Warum? Weil es dem deutschen wie jedem anderen Aufgeklärten eine Selbstzverständlichkeit ist, daß, wenn es überhaupt ein Gericht Gottes geben sollte, die Gretchenfrage: "Wie hältst du es mit der Religion?" noch Goethes Gretchen in seinem "Faust" zutiefst bewegte, aber Gott gleichgültig ist. Er wird, wenn überhaupt nur noch nach guten Werken und der darin sich mannifestierenden Gesinnung fragen, aber- schon aus Respekt vor der größten Frucht der Aufklärung, den Menschenrechten - nicht nach der Religionszugehörigkeit. Denn Gott wird doch keinen Menschen ob seiner Religion diskriminieren! Wie obskur erscheint da dieser Diener mit seinem Bekehrungseifer, und wie souverän reagiert da der Christ, der Held dieser Erzählung, indem er auf jeden Versuch der Missionierung seinerseits nun selbstverständlich verzichtet. 
Und der heutige christlich-islamische Dialog wird eben nur von denen geführt, die diesem Grundaxiom,daß Gott es gleichgültig ist, ob ich der christlichen oder der islamischen Religion  angehöre, zustimmen. Man frägt dann im Dialog nur noch nach der Möglichkeit, ob Christen und Muslime nicht gemeinsam gute Werke vollbringen könnten, auf die es genau genommen allein, wenn es denn ein göttliches Gericht geben sollte, ankommt. 
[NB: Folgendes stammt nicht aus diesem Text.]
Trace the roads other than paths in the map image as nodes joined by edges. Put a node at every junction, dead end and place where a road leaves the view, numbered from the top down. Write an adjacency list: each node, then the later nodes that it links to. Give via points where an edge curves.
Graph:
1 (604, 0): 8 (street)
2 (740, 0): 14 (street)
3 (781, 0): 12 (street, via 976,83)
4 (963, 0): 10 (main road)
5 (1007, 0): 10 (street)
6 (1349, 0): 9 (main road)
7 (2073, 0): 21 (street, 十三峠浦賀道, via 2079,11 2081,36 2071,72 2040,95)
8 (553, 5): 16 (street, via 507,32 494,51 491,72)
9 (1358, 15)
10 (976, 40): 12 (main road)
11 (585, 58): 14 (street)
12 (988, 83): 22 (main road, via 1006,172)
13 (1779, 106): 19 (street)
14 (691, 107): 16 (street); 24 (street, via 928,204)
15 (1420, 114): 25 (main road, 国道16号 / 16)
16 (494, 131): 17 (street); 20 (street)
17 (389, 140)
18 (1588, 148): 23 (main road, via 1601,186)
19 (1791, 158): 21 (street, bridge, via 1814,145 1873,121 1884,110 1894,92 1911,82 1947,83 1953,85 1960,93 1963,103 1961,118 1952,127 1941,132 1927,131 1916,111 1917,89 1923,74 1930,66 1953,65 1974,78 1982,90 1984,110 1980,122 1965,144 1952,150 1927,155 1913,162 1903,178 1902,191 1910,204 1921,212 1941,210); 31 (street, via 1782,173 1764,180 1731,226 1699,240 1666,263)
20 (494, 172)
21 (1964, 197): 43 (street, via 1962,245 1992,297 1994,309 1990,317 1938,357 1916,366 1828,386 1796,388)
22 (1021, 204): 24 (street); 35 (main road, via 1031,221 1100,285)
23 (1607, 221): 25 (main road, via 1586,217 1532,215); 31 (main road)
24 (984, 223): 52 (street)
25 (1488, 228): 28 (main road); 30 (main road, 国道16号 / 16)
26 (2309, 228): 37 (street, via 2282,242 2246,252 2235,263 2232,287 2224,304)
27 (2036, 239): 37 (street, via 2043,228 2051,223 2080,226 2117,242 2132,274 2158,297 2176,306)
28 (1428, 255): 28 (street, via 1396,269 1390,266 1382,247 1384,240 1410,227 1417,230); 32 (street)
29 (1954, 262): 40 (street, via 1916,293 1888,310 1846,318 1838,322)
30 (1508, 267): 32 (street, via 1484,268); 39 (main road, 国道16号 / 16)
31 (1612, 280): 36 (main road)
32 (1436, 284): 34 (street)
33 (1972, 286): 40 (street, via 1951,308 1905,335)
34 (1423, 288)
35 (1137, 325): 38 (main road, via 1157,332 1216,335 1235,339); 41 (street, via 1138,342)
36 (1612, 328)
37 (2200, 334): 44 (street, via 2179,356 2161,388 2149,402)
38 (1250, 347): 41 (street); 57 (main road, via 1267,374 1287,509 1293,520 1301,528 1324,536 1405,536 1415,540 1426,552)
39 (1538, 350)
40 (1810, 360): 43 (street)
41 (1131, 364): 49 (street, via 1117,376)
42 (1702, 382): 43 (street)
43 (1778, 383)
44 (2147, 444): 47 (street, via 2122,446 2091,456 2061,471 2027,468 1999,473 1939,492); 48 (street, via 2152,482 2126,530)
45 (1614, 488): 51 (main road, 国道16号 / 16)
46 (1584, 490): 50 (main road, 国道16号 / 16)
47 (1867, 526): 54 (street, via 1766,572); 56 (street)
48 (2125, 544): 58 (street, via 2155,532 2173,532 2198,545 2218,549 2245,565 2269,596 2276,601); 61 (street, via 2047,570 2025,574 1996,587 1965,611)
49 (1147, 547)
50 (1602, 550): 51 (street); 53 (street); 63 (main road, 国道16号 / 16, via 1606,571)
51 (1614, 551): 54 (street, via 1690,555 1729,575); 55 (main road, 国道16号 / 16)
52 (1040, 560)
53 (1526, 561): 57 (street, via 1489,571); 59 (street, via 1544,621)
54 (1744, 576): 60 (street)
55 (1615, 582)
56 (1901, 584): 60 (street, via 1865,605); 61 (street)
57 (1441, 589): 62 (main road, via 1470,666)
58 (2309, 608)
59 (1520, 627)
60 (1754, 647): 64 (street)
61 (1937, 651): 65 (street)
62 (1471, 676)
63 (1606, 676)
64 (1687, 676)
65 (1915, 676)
Nur eines sollte uns dabei doch- wenigstens für ein paar Augenblicke- beunruhigen. Woher weiß ich, daß Gott die Religion im Endgericht so gleichgültig ist? Und wir haben davon auszugehen, daß gerade die Vitalität der islamischen Religion in dem Nein zu der Vorstellung sich gründet, während  die Lauheit des Christentumes und auch gerade der Kirche in der Bejahung dieser Gleichgültigkeit ihren Grund hat. Nicht einzelne Lehren der Katholischen Kirche, auch nicht die viel geschmähte Ehe- und Sexualmorallehre macht die christliche Religion unattraktiv- sondern die Meinung, daß Gott selbst die Religion und damit auch die christliche GLEICHGÜLTIG sei!  

Corollarium 1
Nicht der Atheismus, sondern die Vorstellung eines der Religion gleichgültig gegenüberstehenden Gottes entkräftet das Christentum und läßt nur noch ein laues Christentum zu.    

Corollarium 2
Wer Karl May als großen Erzähler kennen lernen möchte, dem sei empfohlen: Der verlorene Sohn, Die Liebe des Ulanen und Waldröschen- alle Romane nur in der historisch-kritischen Ausgabe (Wiedenroth/ Wollschläger) vollständig erhaltbar!